Your objective: Copy the following data exactly and drop the pictures.

Items listed in a dataset:
——————————

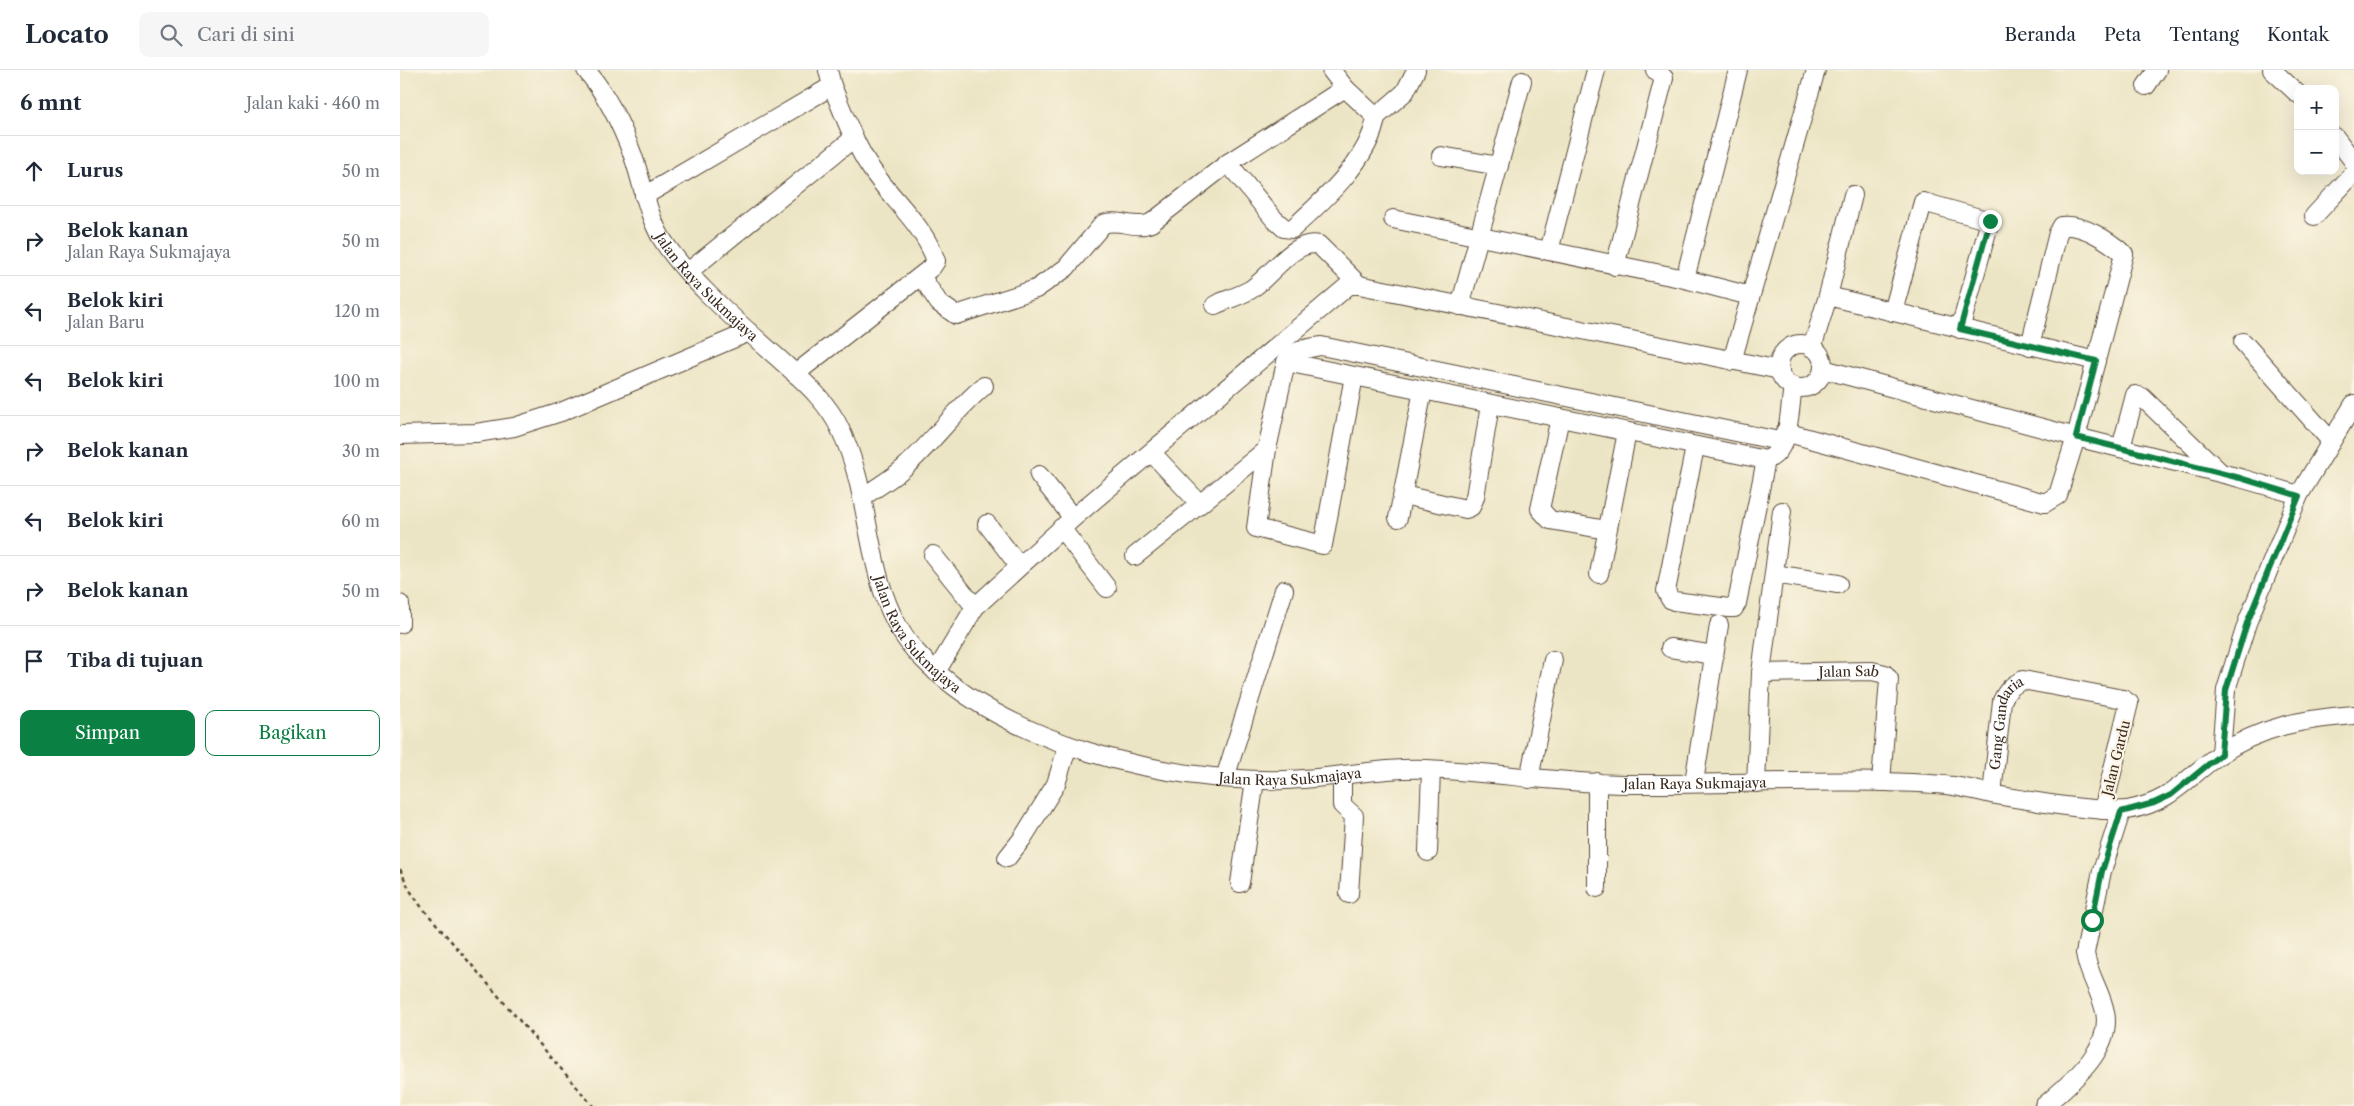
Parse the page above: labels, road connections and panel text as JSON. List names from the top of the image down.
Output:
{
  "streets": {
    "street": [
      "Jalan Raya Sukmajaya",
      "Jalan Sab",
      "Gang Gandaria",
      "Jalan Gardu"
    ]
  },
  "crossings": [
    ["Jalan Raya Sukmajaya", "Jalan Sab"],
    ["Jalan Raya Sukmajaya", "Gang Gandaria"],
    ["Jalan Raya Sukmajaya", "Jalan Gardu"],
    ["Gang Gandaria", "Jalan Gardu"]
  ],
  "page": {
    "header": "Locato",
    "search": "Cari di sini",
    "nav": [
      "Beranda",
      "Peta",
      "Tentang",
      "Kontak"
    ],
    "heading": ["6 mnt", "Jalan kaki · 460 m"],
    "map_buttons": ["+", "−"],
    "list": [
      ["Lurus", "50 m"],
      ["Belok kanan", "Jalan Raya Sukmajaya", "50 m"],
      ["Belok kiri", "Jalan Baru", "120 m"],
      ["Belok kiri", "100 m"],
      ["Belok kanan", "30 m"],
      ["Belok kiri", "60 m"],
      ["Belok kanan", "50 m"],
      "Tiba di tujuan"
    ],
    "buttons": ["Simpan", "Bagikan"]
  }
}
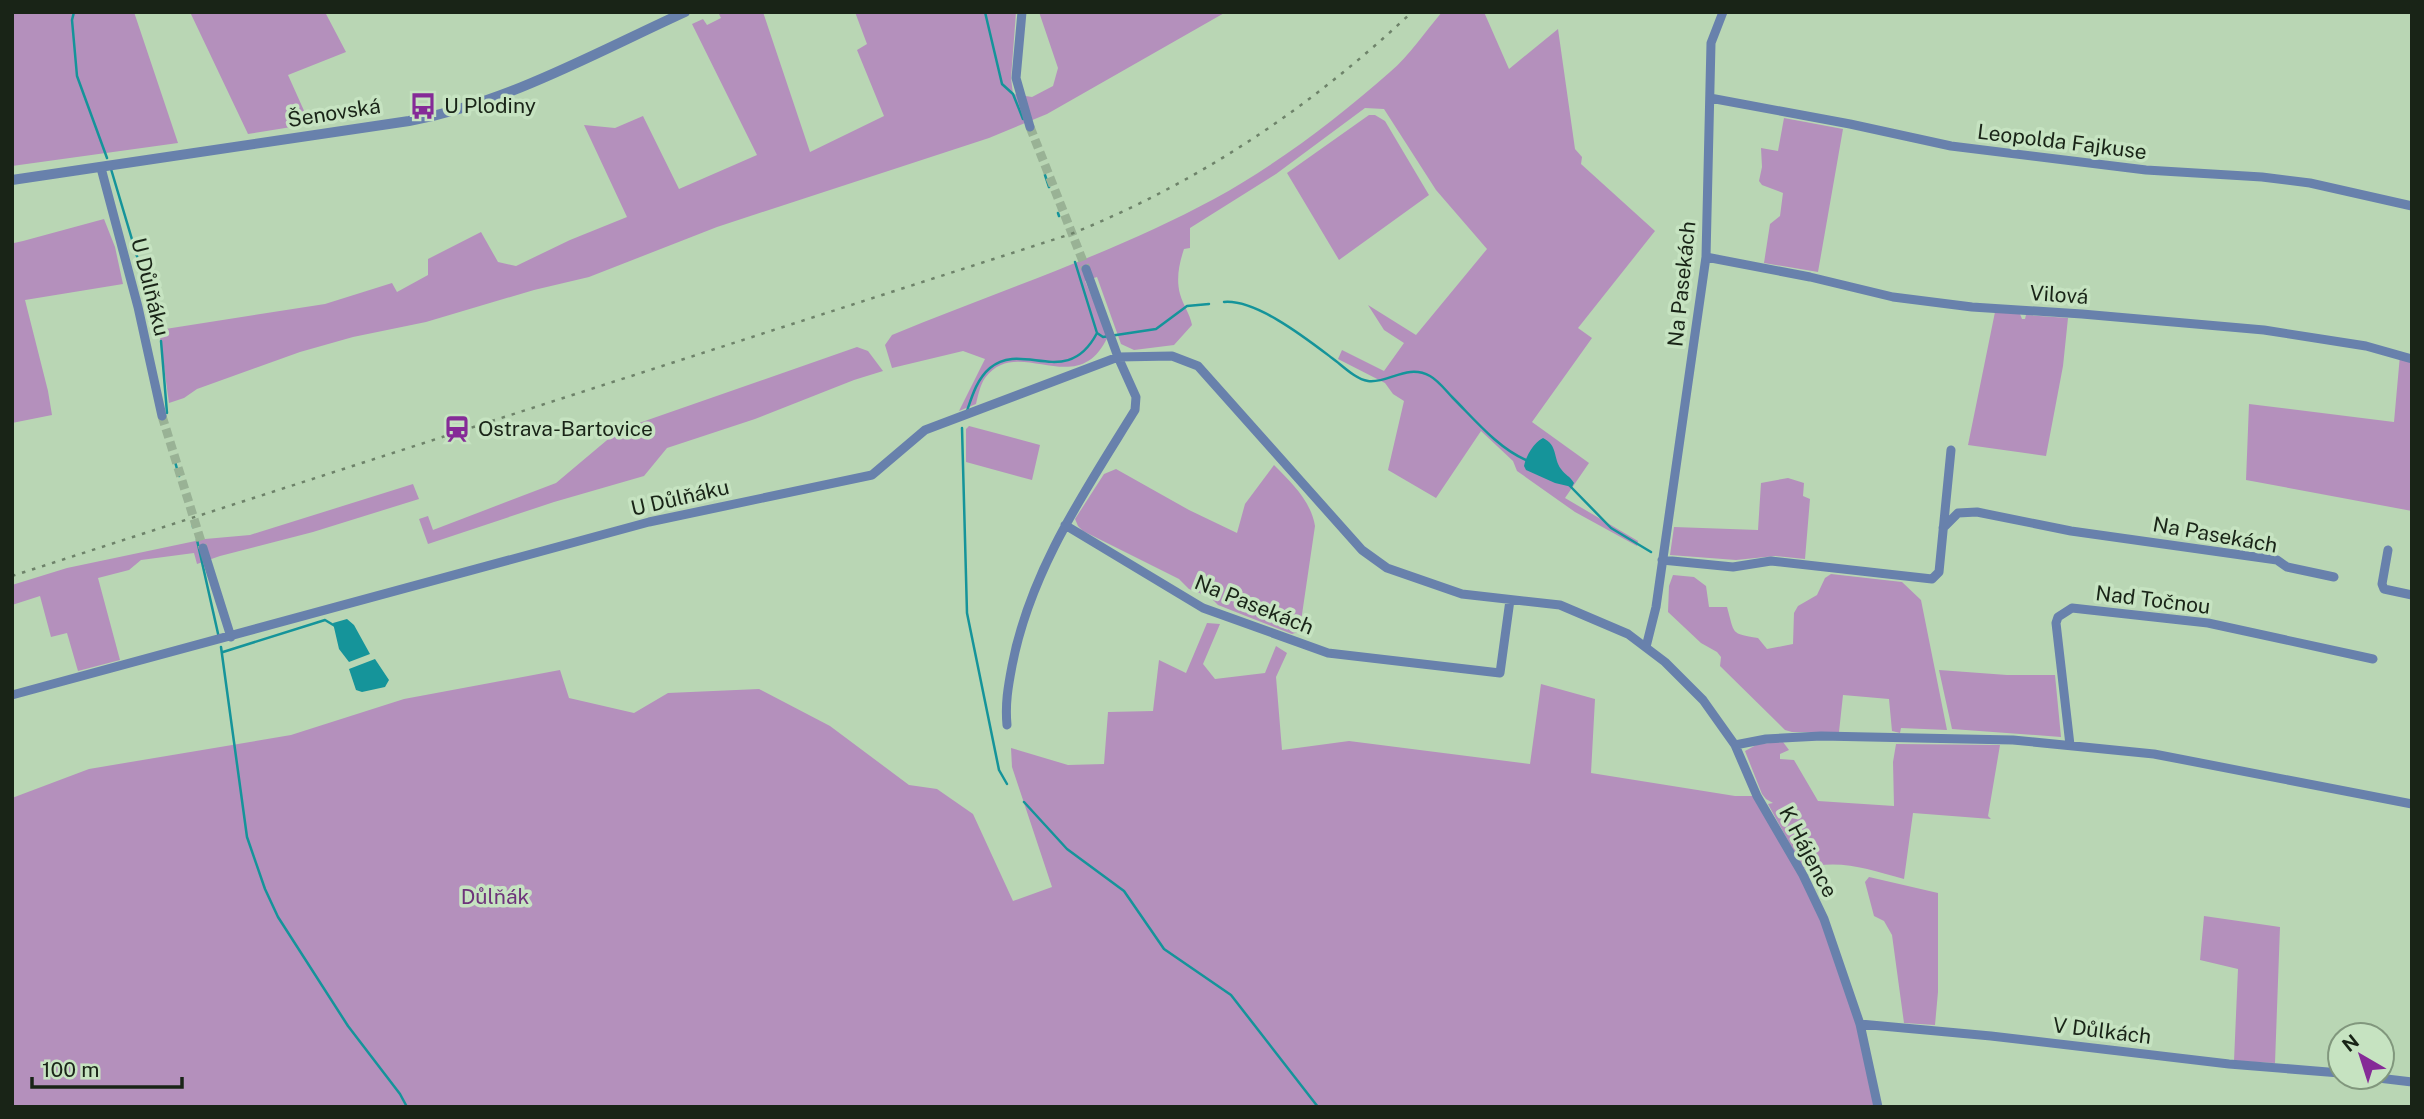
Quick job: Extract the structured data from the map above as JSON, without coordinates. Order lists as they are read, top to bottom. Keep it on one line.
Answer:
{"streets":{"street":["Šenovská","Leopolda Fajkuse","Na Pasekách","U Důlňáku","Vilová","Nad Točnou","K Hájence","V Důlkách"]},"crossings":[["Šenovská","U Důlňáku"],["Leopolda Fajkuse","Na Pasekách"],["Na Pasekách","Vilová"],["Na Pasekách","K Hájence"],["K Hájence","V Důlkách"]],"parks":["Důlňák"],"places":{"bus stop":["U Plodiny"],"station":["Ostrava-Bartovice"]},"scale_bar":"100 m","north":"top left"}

——————————

Output of the exercise:
Parse the page above: labels, road connections and panel text as JSON. List names from the top of the image down.
Output:
{
  "streets": {
    "street": [
      "Jalan Raya Sukmajaya",
      "Jalan Sab",
      "Gang Gandaria",
      "Jalan Gardu"
    ]
  },
  "crossings": [
    ["Jalan Raya Sukmajaya", "Jalan Sab"],
    ["Jalan Raya Sukmajaya", "Gang Gandaria"],
    ["Jalan Raya Sukmajaya", "Jalan Gardu"],
    ["Gang Gandaria", "Jalan Gardu"]
  ],
  "page": {
    "header": "Locato",
    "search": "Cari di sini",
    "nav": [
      "Beranda",
      "Peta",
      "Tentang",
      "Kontak"
    ],
    "heading": ["6 mnt", "Jalan kaki · 460 m"],
    "map_buttons": ["+", "−"],
    "list": [
      ["Lurus", "50 m"],
      ["Belok kanan", "Jalan Raya Sukmajaya", "50 m"],
      ["Belok kiri", "Jalan Baru", "120 m"],
      ["Belok kiri", "100 m"],
      ["Belok kanan", "30 m"],
      ["Belok kiri", "60 m"],
      ["Belok kanan", "50 m"],
      "Tiba di tujuan"
    ],
    "buttons": ["Simpan", "Bagikan"]
  }
}
Quick job: Extract the structured data from the map above as JSON, without coordinates. Order lists as they are read, top to bottom. Keep it on one line.
Answer:
{"streets":{"street":["Šenovská","Leopolda Fajkuse","Na Pasekách","U Důlňáku","Vilová","Nad Točnou","K Hájence","V Důlkách"]},"crossings":[["Šenovská","U Důlňáku"],["Leopolda Fajkuse","Na Pasekách"],["Na Pasekách","Vilová"],["Na Pasekách","K Hájence"],["K Hájence","V Důlkách"]],"parks":["Důlňák"],"places":{"bus stop":["U Plodiny"],"station":["Ostrava-Bartovice"]},"scale_bar":"100 m","north":"top left"}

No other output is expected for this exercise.